(Records from a dataset)
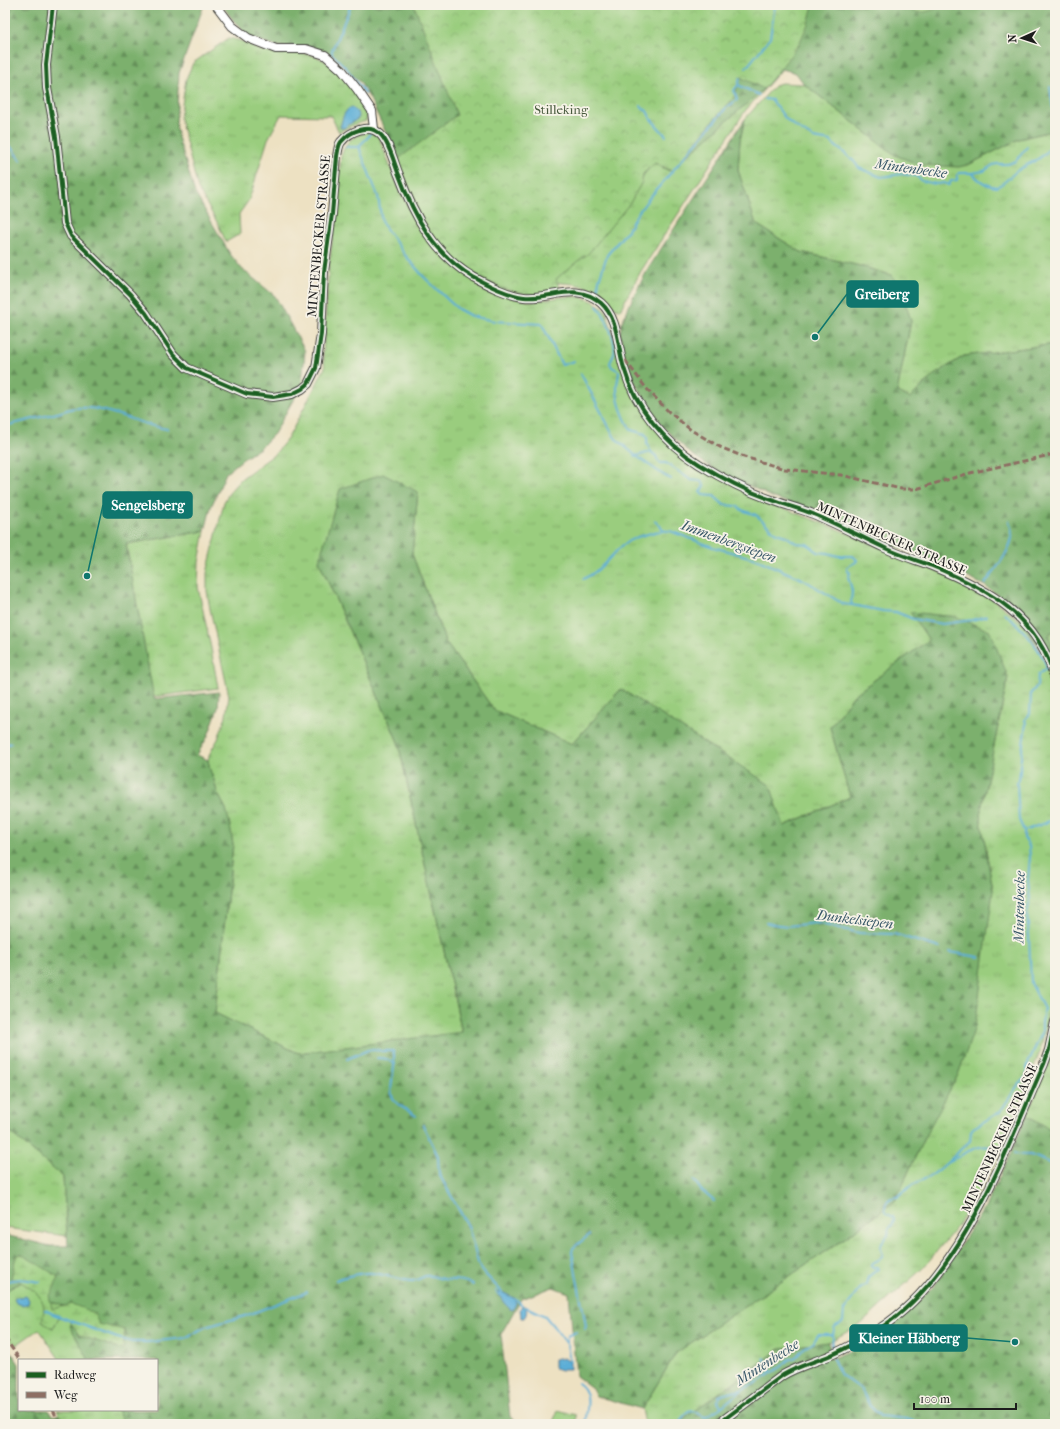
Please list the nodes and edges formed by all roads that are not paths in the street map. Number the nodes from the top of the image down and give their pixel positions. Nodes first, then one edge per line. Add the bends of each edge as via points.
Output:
1 (53, 5) edge
2 (216, 5) edge
3 (374, 129) junction
4 (1055, 679) edge
5 (1055, 1022) edge
6 (718, 1424) edge

1 - 3 street, MINTENBECKER STRASSE via 46,88 56,137 67,229 130,294 187,368 247,394 273,398 292,394 302,389 312,378 319,354 324,272 339,147 355,132 366,128
2 - 3 street via 232,26 248,38 276,49 306,49 325,55 342,70 372,111
3 - 4 street, MINTENBECKER STRASSE via 385,139 416,214 429,236 449,260 472,276 516,295 534,297 573,292 600,302 608,311 615,326 624,371 637,398 655,425 682,451 729,482 811,513 886,549 985,590 1006,604 1024,622 1042,645
5 - 6 street, MINTENBECKER STRASSE via 1044,1064 995,1175 972,1221 933,1280 880,1329 830,1355 793,1369

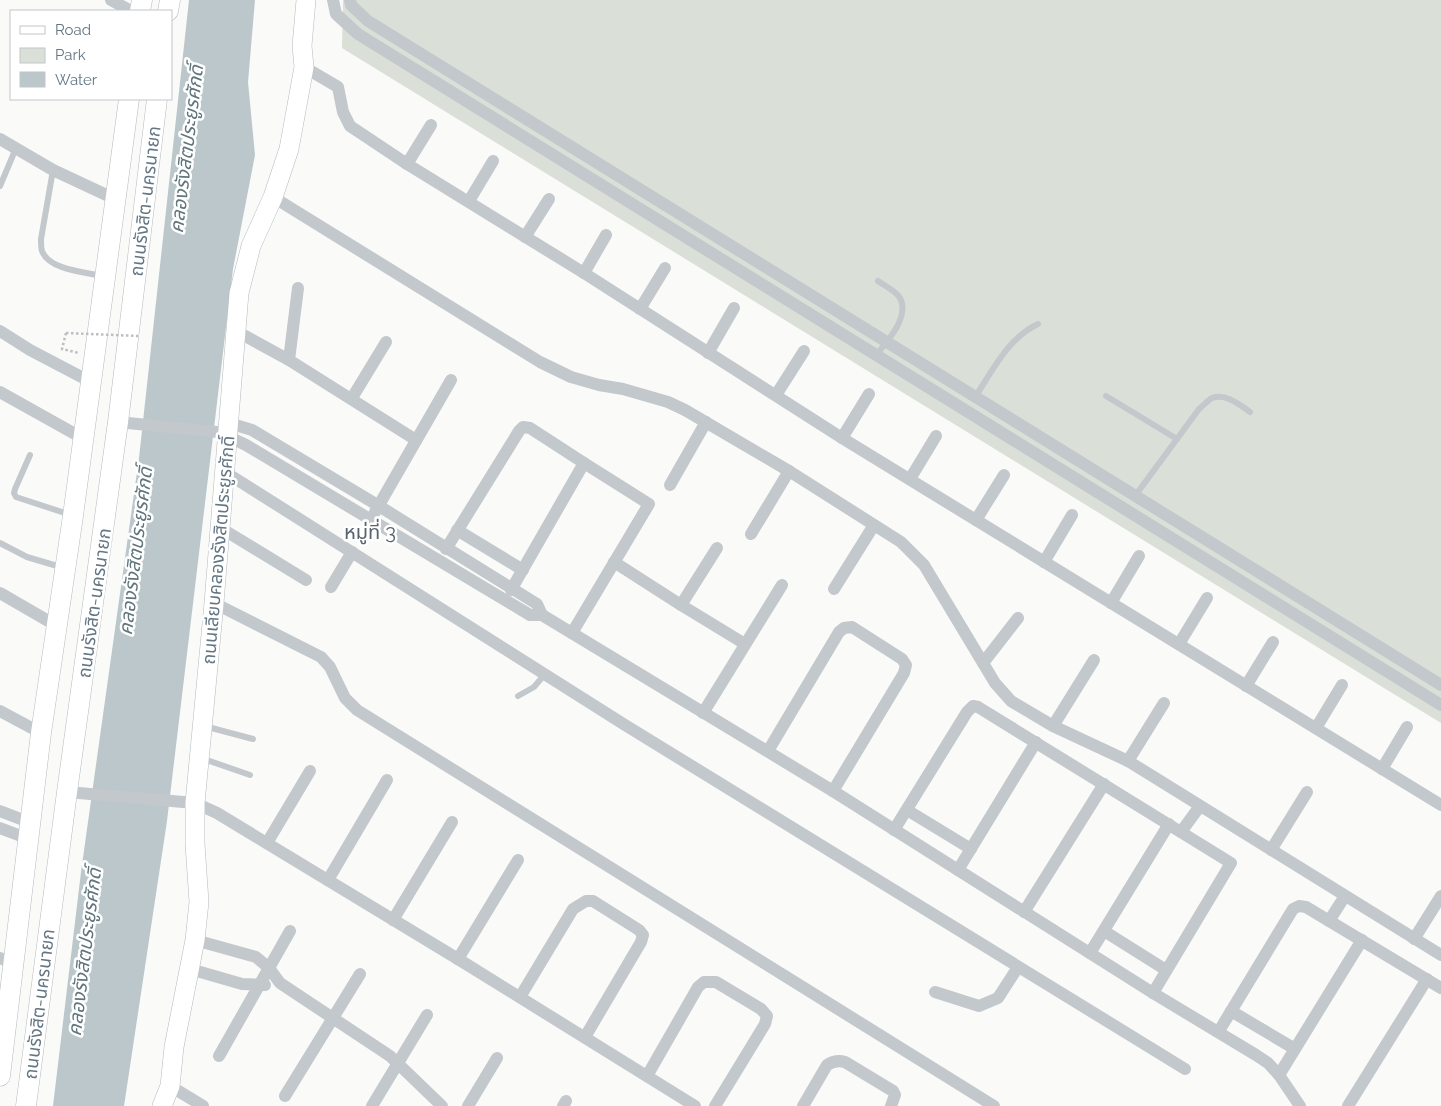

• _What to do_
Give every entry back unchanged, with no pictures.

• _Exercise output_
Please list the nodes and edges formed by all roads that are not paths in the street map. Number the nodes from the top of the image down and give their pixel positions. Nodes first, then one edge per line. Add the bends of each edge as via points.
Output:
1 (53, 5) edge
2 (216, 5) edge
3 (374, 129) junction
4 (1055, 679) edge
5 (1055, 1022) edge
6 (718, 1424) edge

1 - 3 street, MINTENBECKER STRASSE via 46,88 56,137 67,229 130,294 187,368 247,394 273,398 292,394 302,389 312,378 319,354 324,272 339,147 355,132 366,128
2 - 3 street via 232,26 248,38 276,49 306,49 325,55 342,70 372,111
3 - 4 street, MINTENBECKER STRASSE via 385,139 416,214 429,236 449,260 472,276 516,295 534,297 573,292 600,302 608,311 615,326 624,371 637,398 655,425 682,451 729,482 811,513 886,549 985,590 1006,604 1024,622 1042,645
5 - 6 street, MINTENBECKER STRASSE via 1044,1064 995,1175 972,1221 933,1280 880,1329 830,1355 793,1369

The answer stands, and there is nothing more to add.